Song hanedanlığı yıllardır Moğol baskısına dayanmaktaydı. Becerikli komutanları, barutları ve mancınık da dahil üstün askeri donanımları vardı. Kubilay savaş ilan ettiğinde oyunun sonuna gelindiği aşikardı.

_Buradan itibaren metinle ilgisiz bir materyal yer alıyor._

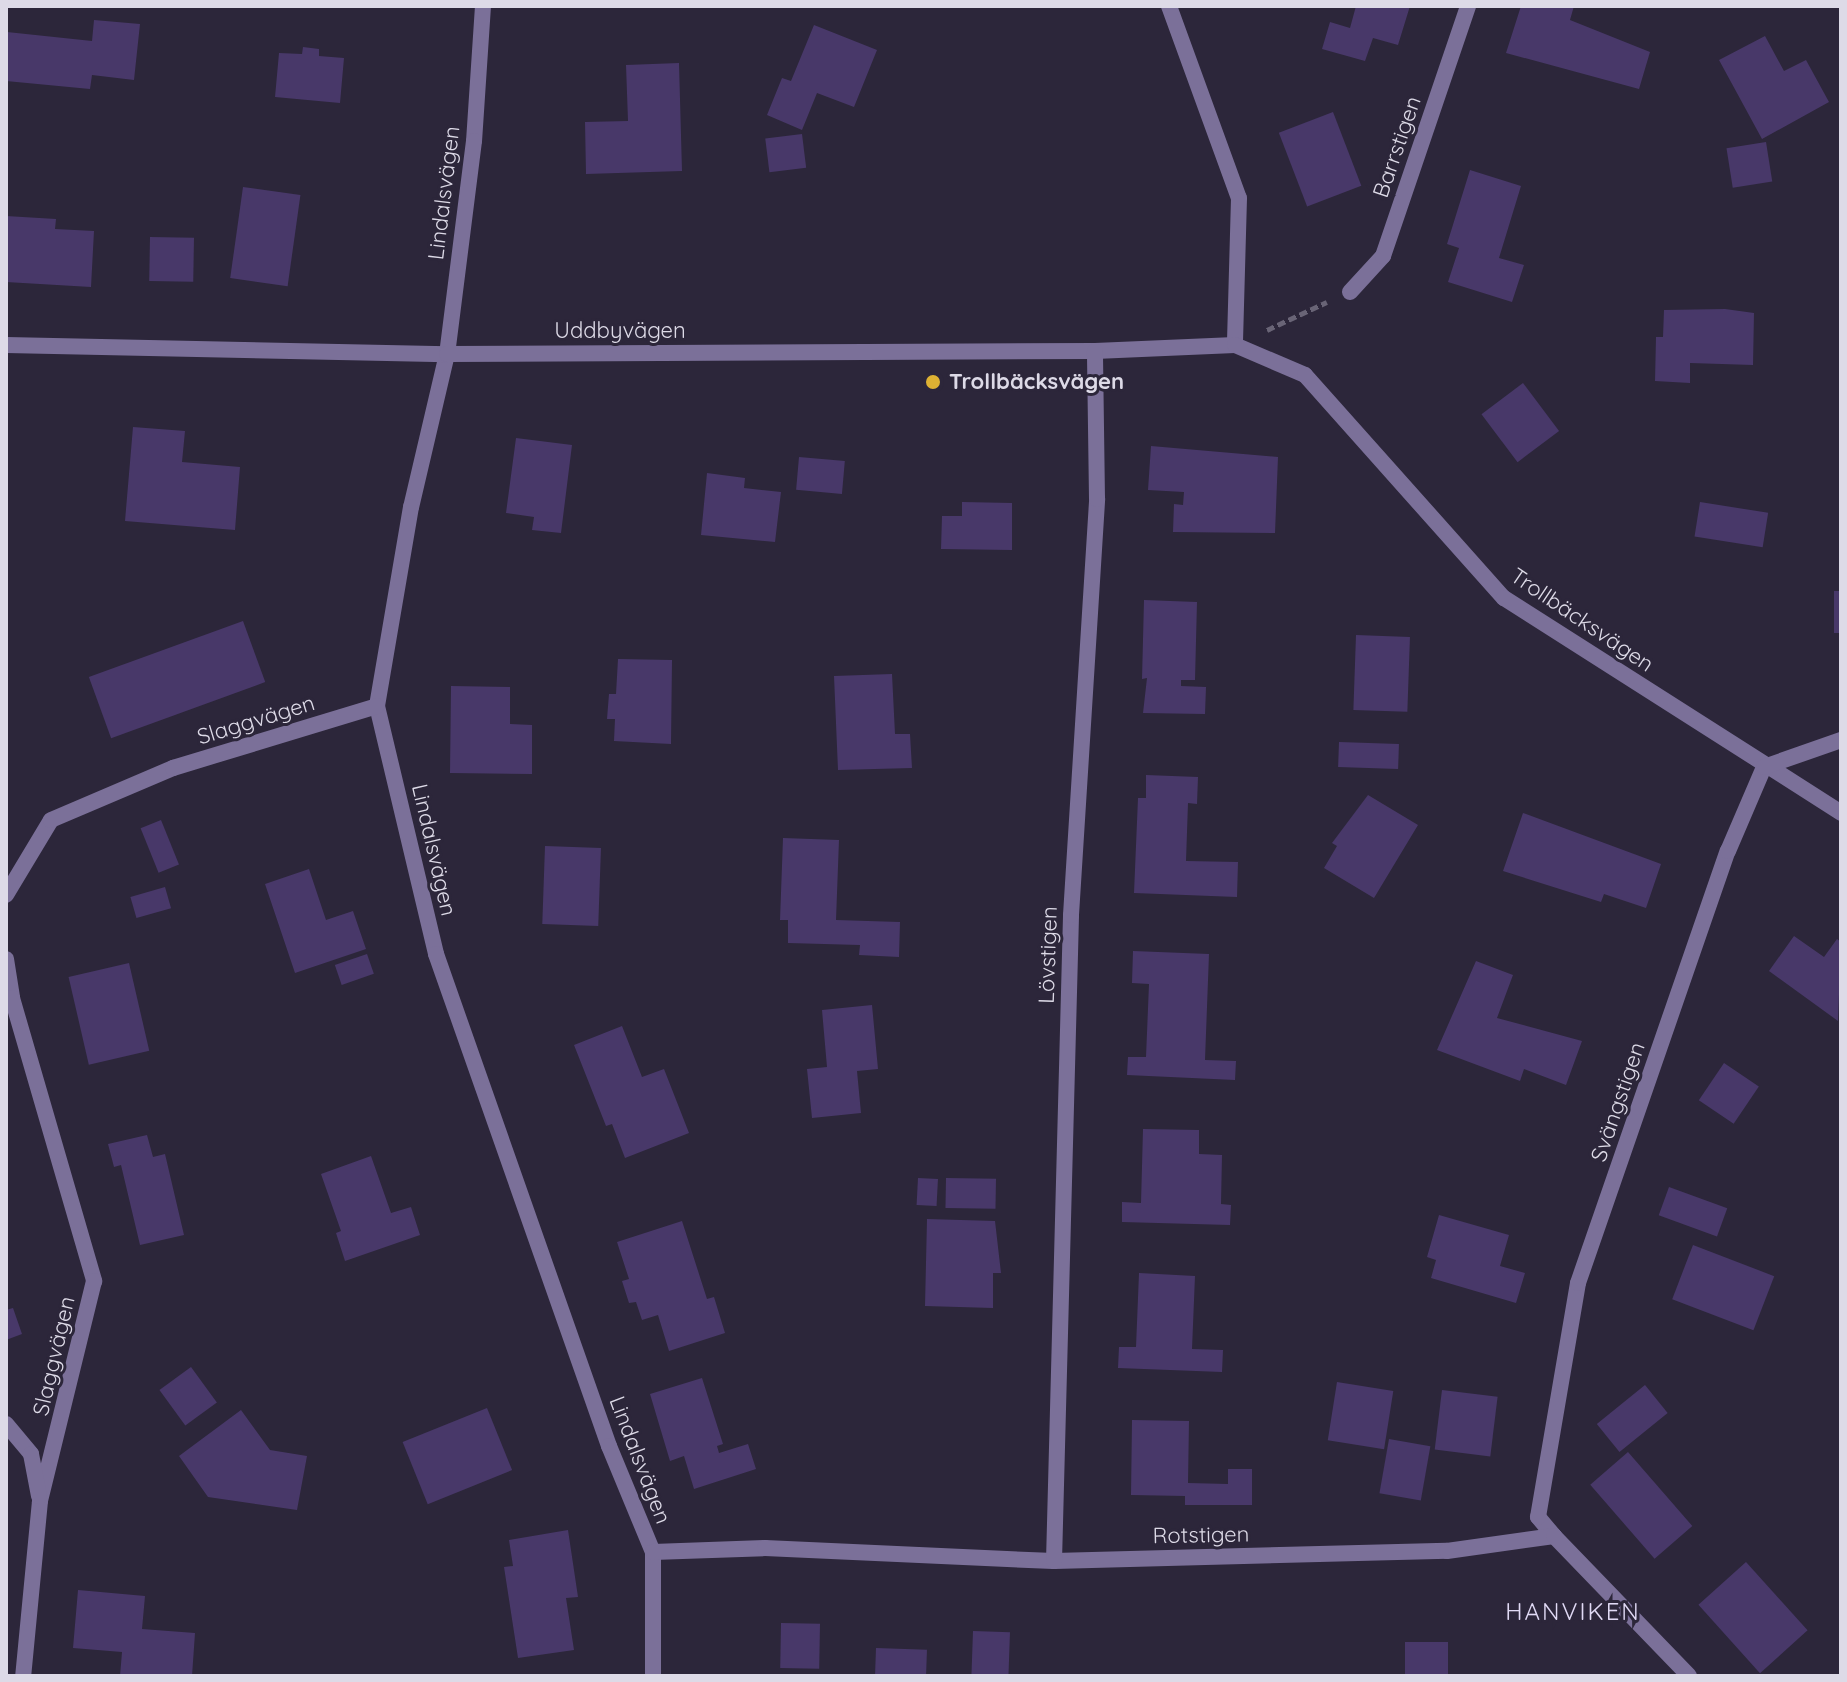 <!DOCTYPE html>
<meta charset="utf-8">
<style>
body{margin:0}
#map{position:relative;width:1847px;height:1682px;overflow:hidden;background:#2c263a;font-family:Quicksand,sans-serif}
div>[style]{position:absolute}
.building>*{inset:0;background:#483869;transform-origin:0 0}
.path>*{height:5px;margin-top:-2.5px;transform-origin:0;background:repeating-linear-gradient(90deg,#696476 0 8px,transparent 0 12px)}
.street>*{height:16px;margin:-8px;padding:0 8px;transform-origin:8px;border-radius:8px;background:#7b7099}
.dots>*{width:22px;height:22px;translate:-50% -50%;box-sizing:border-box;border:4px solid #2c263a;border-radius:50%}
span{translate:-50% -50%;white-space:nowrap;text-align:center;line-height:1.15;-webkit-text-stroke:6px #2c263a;paint-order:stroke}
.street-label{font-size:22px;color:#dddae7}
.poi-label{font-size:22px;color:#dddae7;font-weight:700}
.left{translate:0 -50%;text-align:left}
.neighbourhood-label{font-size:24px;color:#e1daf5;letter-spacing:2px}
.frame{position:absolute;inset:0;border:8px solid #dddae7;pointer-events:none}
</style>
<div id="map">
<div class="building">
<div style="clip-path:polygon(1356px 6px,1410px 6px,1398px 45px,1373px 38px,1365px 61px,1322px 49px,1330px 22px,1350px 28px)"></div>
<div style="clip-path:polygon(1521px 6px,1574px 6px,1570px 20px,1650px 52px,1639px 89px,1506px 53px)"></div>
<div style="clip-path:polygon(94px 20px,140px 24px,134px 80px,92px 75px,90px 89px,6px 81px,7px 32px,92px 41px)"></div>
<div style="clip-path:polygon(814px 25px,877px 50px,854px 107px,817px 93px,802px 130px,767px 115px,782px 78px,791px 81px)"></div>
<div style="clip-path:polygon(1765px 36px,1784px 71px,1806px 60px,1829px 102px,1762px 139px,1719px 60px)"></div>
<div style="clip-path:polygon(303px 47px,319px 49px,319px 56px,344px 58px,340px 103px,275px 97px,279px 53px,302px 54px)"></div>
<div style="clip-path:polygon(679px 63px,682px 171px,586px 174px,585px 122px,628px 121px,626px 65px)"></div>
<div style="left:1333px;top:112px;width:79px;height:58px;rotate:69deg"></div>
<div style="left:802px;top:134px;width:34px;height:37px;rotate:83deg"></div>
<div style="left:1766px;top:142px;width:40px;height:40px;rotate:81deg"></div>
<div style="clip-path:polygon(1470px 170px,1521px 186px,1499px 258px,1524px 265px,1512px 302px,1448px 282px,1459px 248px,1447px 244px)"></div>
<div style="left:243px;top:187px;width:58px;height:92px;rotate:8deg"></div>
<div style="clip-path:polygon(6px 216px,56px 219px,55px 229px,94px 231px,91px 287px,6px 282px)"></div>
<div style="left:150px;top:237px;width:44px;height:44px;rotate:1deg"></div>
<div style="clip-path:polygon(1725px 309px,1754px 313px,1753px 365px,1690px 363px,1690px 383px,1655px 381px,1656px 337px,1663px 337px,1664px 310px)"></div>
<div style="left:1523px;top:383px;width:60px;height:52px;rotate:53deg"></div>
<div style="clip-path:polygon(133px 427px,185px 431px,182px 462px,240px 467px,235px 530px,125px 521px)"></div>
<div style="clip-path:polygon(516px 438px,572px 445px,561px 533px,532px 530px,534px 517px,506px 513px)"></div>
<div style="clip-path:polygon(1151px 446px,1278px 457px,1275px 533px,1173px 532px,1174px 504px,1183px 505px,1184px 492px,1148px 490px)"></div>
<div style="left:799px;top:457px;width:46px;height:33px;rotate:5deg"></div>
<div style="clip-path:polygon(707px 473px,745px 478px,744px 488px,781px 492px,775px 542px,701px 535px)"></div>
<div style="clip-path:polygon(962px 502px,1012px 503px,1012px 550px,941px 549px,942px 516px,962px 516px)"></div>
<div style="left:1700px;top:502px;width:69px;height:35px;rotate:9deg"></div>
<div style="left:1834px;top:591px;width:7px;height:42px"></div>
<div style="clip-path:polygon(1144px 600px,1197px 602px,1195px 680px,1181px 680px,1181px 686px,1206px 687px,1205px 714px,1143px 713px,1147px 678px,1142px 679px)"></div>
<div style="left:243px;top:621px;width:65px;height:164px;rotate:70deg"></div>
<div style="left:1356px;top:635px;width:54px;height:75px;rotate:2deg"></div>
<div style="clip-path:polygon(618px 659px,672px 660px,671px 744px,614px 741px,615px 719px,607px 719px,609px 694px,616px 694px)"></div>
<div style="clip-path:polygon(892px 674px,895px 734px,910px 734px,912px 768px,838px 770px,834px 676px)"></div>
<div style="clip-path:polygon(451px 686px,510px 687px,510px 724px,532px 725px,532px 774px,450px 773px)"></div>
<div style="left:1339px;top:742px;width:60px;height:25px;rotate:2deg"></div>
<div style="clip-path:polygon(1146px 775px,1198px 777px,1197px 804px,1188px 803px,1186px 861px,1238px 862px,1237px 897px,1134px 893px,1138px 798px,1146px 798px)"></div>
<div style="clip-path:polygon(1368px 795px,1418px 825px,1374px 898px,1324px 868px,1337px 846px,1332px 843px)"></div>
<div style="clip-path:polygon(1523px 813px,1661px 864px,1646px 908px,1604px 894px,1601px 902px,1503px 871px)"></div>
<div style="left:161px;top:820px;width:48px;height:22px;rotate:68deg"></div>
<div style="clip-path:polygon(783px 838px,839px 840px,836px 920px,900px 922px,899px 957px,859px 955px,860px 945px,788px 943px,788px 920px,780px 920px)"></div>
<div style="left:545px;top:846px;width:56px;height:78px;rotate:2deg"></div>
<div style="clip-path:polygon(309px 869px,326px 920px,353px 911px,366px 949px,295px 973px,265px 884px)"></div>
<div style="left:165px;top:887px;width:22px;height:36px;rotate:74deg"></div>
<div style="clip-path:polygon(1794px 936px,1824px 957px,1837px 939px,1841px 942px,1838px 1021px,1769px 971px)"></div>
<div style="clip-path:polygon(1133px 951px,1209px 954px,1205px 1060px,1236px 1061px,1235px 1080px,1127px 1075px,1128px 1057px,1146px 1057px,1149px 984px,1132px 983px)"></div>
<div style="left:367px;top:954px;width:21px;height:34px;rotate:71deg"></div>
<div style="clip-path:polygon(1476px 961px,1513px 975px,1497px 1018px,1582px 1041px,1566px 1085px,1524px 1069px,1520px 1081px,1437px 1050px)"></div>
<div style="left:129px;top:963px;width:90px;height:62px;rotate:77deg"></div>
<div style="clip-path:polygon(872px 1005px,878px 1069px,857px 1071px,861px 1113px,812px 1118px,807px 1069px,827px 1067px,822px 1010px)"></div>
<div style="clip-path:polygon(622px 1026px,642px 1077px,664px 1069px,689px 1133px,625px 1158px,612px 1124px,606px 1126px,574px 1045px)"></div>
<div style="left:1724px;top:1063px;width:42px;height:45px;rotate:34deg"></div>
<div style="clip-path:polygon(1143px 1129px,1199px 1130px,1199px 1154px,1222px 1155px,1221px 1204px,1231px 1205px,1230px 1225px,1122px 1222px,1122px 1202px,1141px 1203px)"></div>
<div style="clip-path:polygon(147px 1135px,153px 1157px,165px 1154px,184px 1235px,140px 1245px,121px 1165px,114px 1167px,108px 1144px)"></div>
<div style="clip-path:polygon(371px 1156px,391px 1213px,411px 1207px,420px 1235px,345px 1261px,336px 1233px,341px 1231px,321px 1174px)"></div>
<div style="left:918px;top:1178px;width:20px;height:27px;rotate:3deg"></div>
<div style="left:946px;top:1178px;width:50px;height:30px;rotate:1deg"></div>
<div style="left:1669px;top:1187px;width:62px;height:30px;rotate:20deg"></div>
<div style="clip-path:polygon(1439px 1215px,1509px 1235px,1500px 1266px,1525px 1273px,1516px 1303px,1431px 1278px,1436px 1260px,1427px 1257px)"></div>
<div style="clip-path:polygon(927px 1219px,995px 1221px,1001px 1273px,993px 1273px,993px 1308px,925px 1306px)"></div>
<div style="clip-path:polygon(682px 1221px,707px 1299px,714px 1297px,725px 1333px,669px 1351px,658px 1315px,642px 1320px,636px 1302px,629px 1303px,622px 1281px,629px 1279px,617px 1242px)"></div>
<div style="left:1693px;top:1245px;width:87px;height:58px;rotate:21deg"></div>
<div style="clip-path:polygon(1139px 1273px,1195px 1276px,1192px 1349px,1223px 1350px,1222px 1372px,1118px 1368px,1119px 1347px,1136px 1347px)"></div>
<div style="clip-path:polygon(13px 1308px,22px 1334px,6px 1340px,6px 1310px)"></div>
<div style="left:191px;top:1367px;width:44px;height:39px;rotate:54deg"></div>
<div style="clip-path:polygon(702px 1378px,723px 1444px,717px 1446px,719px 1453px,748px 1444px,756px 1469px,694px 1489px,684px 1456px,670px 1461px,650px 1394px)"></div>
<div style="left:1337px;top:1382px;width:57px;height:59px;rotate:9deg"></div>
<div style="left:1645px;top:1385px;width:36px;height:62px;rotate:51deg"></div>
<div style="left:1442px;top:1390px;width:56px;height:60px;rotate:7deg"></div>
<div style="left:487px;top:1408px;width:67px;height:91px;rotate:68deg"></div>
<div style="clip-path:polygon(241px 1410px,270px 1450px,307px 1456px,297px 1510px,208px 1497px,179px 1456px)"></div>
<div style="clip-path:polygon(1132px 1420px,1189px 1421px,1188px 1483px,1228px 1484px,1228px 1469px,1252px 1469px,1252px 1505px,1185px 1505px,1185px 1496px,1131px 1495px)"></div>
<div style="left:1389px;top:1439px;width:42px;height:55px;rotate:10deg"></div>
<div style="left:1628px;top:1452px;width:98px;height:50px;rotate:49deg"></div>
<div style="clip-path:polygon(568px 1530px,578px 1597px,566px 1598px,574px 1650px,518px 1658px,504px 1567px,513px 1566px,509px 1540px)"></div>
<div style="left:1746px;top:1562px;width:92px;height:64px;rotate:48deg"></div>
<div style="clip-path:polygon(78px 1590px,145px 1596px,142px 1629px,195px 1633px,192px 1676px,120px 1676px,122px 1652px,73px 1648px)"></div>
<div style="left:781px;top:1623px;width:39px;height:45px;rotate:1deg"></div>
<div style="left:973px;top:1631px;width:37px;height:43px;rotate:2deg"></div>
<div style="left:1405px;top:1642px;width:43px;height:34px"></div>
<div style="left:876px;top:1648px;width:51px;height:28px;rotate:2deg"></div>
</div>
<div class="path">
<div style="left:1267px;top:330px;width:66px;rotate:-25deg"></div>
</div>
<div class="street">
<div style="left:483px;top:6px;width:135px;rotate:93.8deg"></div>
<div style="left:474px;top:141px;width:215px;rotate:97.2deg"></div>
<div style="left:447px;top:354px;width:157px;rotate:103.2deg"></div>
<div style="left:411px;top:507px;width:202px;rotate:99.7deg"></div>
<div style="left:377px;top:706px;width:255px;rotate:76.6deg"></div>
<div style="left:436px;top:954px;width:522px;rotate:70.63deg"></div>
<div style="left:609px;top:1446px;width:115px;rotate:67.5deg"></div>
<div style="left:653px;top:1552px;width:124px;rotate:90deg"></div>
<div style="left:1169px;top:6px;width:204px;rotate:70deg"></div>
<div style="left:1239px;top:198px;width:147px;rotate:91.6deg"></div>
<div style="left:1350px;top:292px;width:49px;rotate:-47.5deg"></div>
<div style="left:1383px;top:256px;width:264px;rotate:-71.2deg"></div>
<div style="left:6px;top:345px;width:441px;rotate:1.2deg"></div>
<div style="left:447px;top:354px;width:648px;rotate:-0.27deg"></div>
<div style="left:1095px;top:351px;width:140px;rotate:-2.5deg"></div>
<div style="left:1235px;top:345px;width:76px;rotate:23.2deg"></div>
<div style="left:1305px;top:375px;width:299px;rotate:48.3deg"></div>
<div style="left:1504px;top:598px;width:400px;rotate:32.5deg"></div>
<div style="left:6px;top:895px;width:87px;rotate:-59deg"></div>
<div style="left:51px;top:820px;width:133px;rotate:-23.1deg"></div>
<div style="left:173px;top:768px;width:213px;rotate:-16.9deg"></div>
<div style="left:6px;top:959px;width:39px;rotate:81deg"></div>
<div style="left:12px;top:998px;width:295px;rotate:73.8deg"></div>
<div style="left:94px;top:1281px;width:227px;rotate:103.8deg"></div>
<div style="left:40px;top:1501px;width:176px;rotate:95.5deg"></div>
<div style="left:6px;top:1424px;width:39px;rotate:50deg"></div>
<div style="left:31px;top:1454px;width:43px;rotate:79.2deg"></div>
<div style="left:1554px;top:1536px;width:25px;rotate:-130deg"></div>
<div style="left:1538px;top:1517px;width:237px;rotate:-80.3deg"></div>
<div style="left:1578px;top:1283px;width:457px;rotate:-70.9deg"></div>
<div style="left:1728px;top:851px;width:91px;rotate:-66.8deg"></div>
<div style="left:1764px;top:767px;width:82px;rotate:-19.3deg"></div>
<div style="left:653px;top:1552px;width:112px;rotate:-2deg"></div>
<div style="left:765px;top:1548px;width:289px;rotate:2.6deg"></div>
<div style="left:1054px;top:1561px;width:393px;rotate:-1.5deg"></div>
<div style="left:1447px;top:1551px;width:108px;rotate:-8deg"></div>
<div style="left:1554px;top:1536px;width:194px;rotate:46deg"></div>
<div style="left:1054px;top:1561px;width:646px;rotate:-88.49deg"></div>
<div style="left:1071px;top:915px;width:417px;rotate:-86.4deg"></div>
<div style="left:1097px;top:499px;width:148px;rotate:-90.8deg"></div>
</div>
<div class="dots">
<div style="left:933px;top:382px;background:#deb133"></div>
</div>
<div class="street-label">
<span style="left:1397px;top:147px;rotate:-71deg">Barrstigen</span>
<span style="left:444px;top:193px;rotate:-83deg">Lindalsvägen</span>
<span style="left:620px;top:331px">Uddbyvägen</span>
<span style="left:1582px;top:620px;rotate:34deg">Trollbäcksvägen</span>
<span style="left:256px;top:720px;rotate:-17deg">Slaggvägen</span>
<span style="left:434px;top:850px;rotate:77deg">Lindalsvägen</span>
<span style="left:1048px;top:955px;rotate:-88deg">Lövstigen</span>
<span style="left:1618px;top:1102px;rotate:-71deg">Svängstigen</span>
<span style="left:54px;top:1356px;rotate:-77deg">Slaggvägen</span>
<span style="left:640px;top:1460px;rotate:69deg">Lindalsvägen</span>
<span style="left:1201px;top:1535px;rotate:-1deg">Rotstigen</span>
</div>
<div class="poi-label">
<span class="left" style="left:949px;top:382px">Trollbäcksvägen</span>
</div>
<div class="neighbourhood-label">
<span style="left:1573px;top:1612px">HANVIKEN</span>
</div>
<div class="frame"></div>
</div>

Savaş uzun ve yorucu oldu. Kubilay’ın gücünün açık alanda hızlı Moğol süvarilerinin saldırısında yattığını bilen Song hanedanlığı, askerlerini müstahkem noktalara çekerek Moğolları zayıflığa düşürdü. Uzun süren kuşatmalar zamanla çözülmüştü. Kubilay, düşmanının tedarik yollarını kesmek için kıyı kesimlere hücum etti. Bozkır kültürüne alışık bir komutan için bu oldukça riskli bir hamleydi.

1273’de Moğolların ısrarlı taarruzu Xiangyang kentinin düşmesine yol açtı. Song toprakları politik olarak yavaş yavaş birbirinden ayrılmaya başladı. 1279’da ise Song hanedanlığı Kubilay’a yenik düştü, Kubilay’ın hakimiyeti altında Çin yüzyıllar sonra ilk defa bir araya gelmişti.Bu hakimiyetle beraber Çin de yeni bir hanedanın kuruluş temelleri atılıyordu ve Kubilay Han bu hanedana Yuan hanedanı ismin vermişti.1271 de kendisini Yuan imparatoru ilan etti.Aldığı eğitim ve özellikle danışmanlarının katkısı ile Çin kültürünü giyim ve geleneklerini benimsedi hatta büyük oğluna Çince bir isim vermeyi tercih etti.Yönetimine danışmanlardan oluşan bir heyet dahil ederek Müslüman da dahil birçok danışmanı bu heyette göreve getirdi. Danışmanlarından en önde geleni Liu Bingzhong un etkisi ile başkenti karakurumdan shangduya taşıdı.ticari ve idari olan gösterişli yapıları Venedikli gezgin Marco Polo’yu çok etkilemiştir.

SON YILLARI VE ÖLÜMÜ

1274’de ve 1281’deki başarısız Japonya seferleri gibi askeri yenilgiler veya Vietnam ve Burma’nın fethi gibi büyük başarılar getirmiş olsa da, Kubilay’ın sonraki iktidarı Moğol olmayan bir askeri güce ve yabancı danışmanlara dayalıydı. Durum böyle olsa bile Yuan hiyerarşisi son derece katıydı: Başı oluşturan Moğolları Orta Asyalılar izliyor, onların ardından ise Çinliler geliyordu. Kubilay’ın en yakın danışmanlarını Çinlilerden tutmasına rağmen, Çinli soylular, Yuan hükümetinin üst makamlarına getirilmemelerinden şikayetçiydi. Moğollarsa Kubilay’ın devlet yapısında giderek artan Çin etkisinden mustaripti.

 1294 yılında hayatını kaybeden Kubilay han varis olarak torunu Temur’u tayin etmiş ve zengin kültürel renkliliği olan bir imparatorluk geriye bırakmıştır.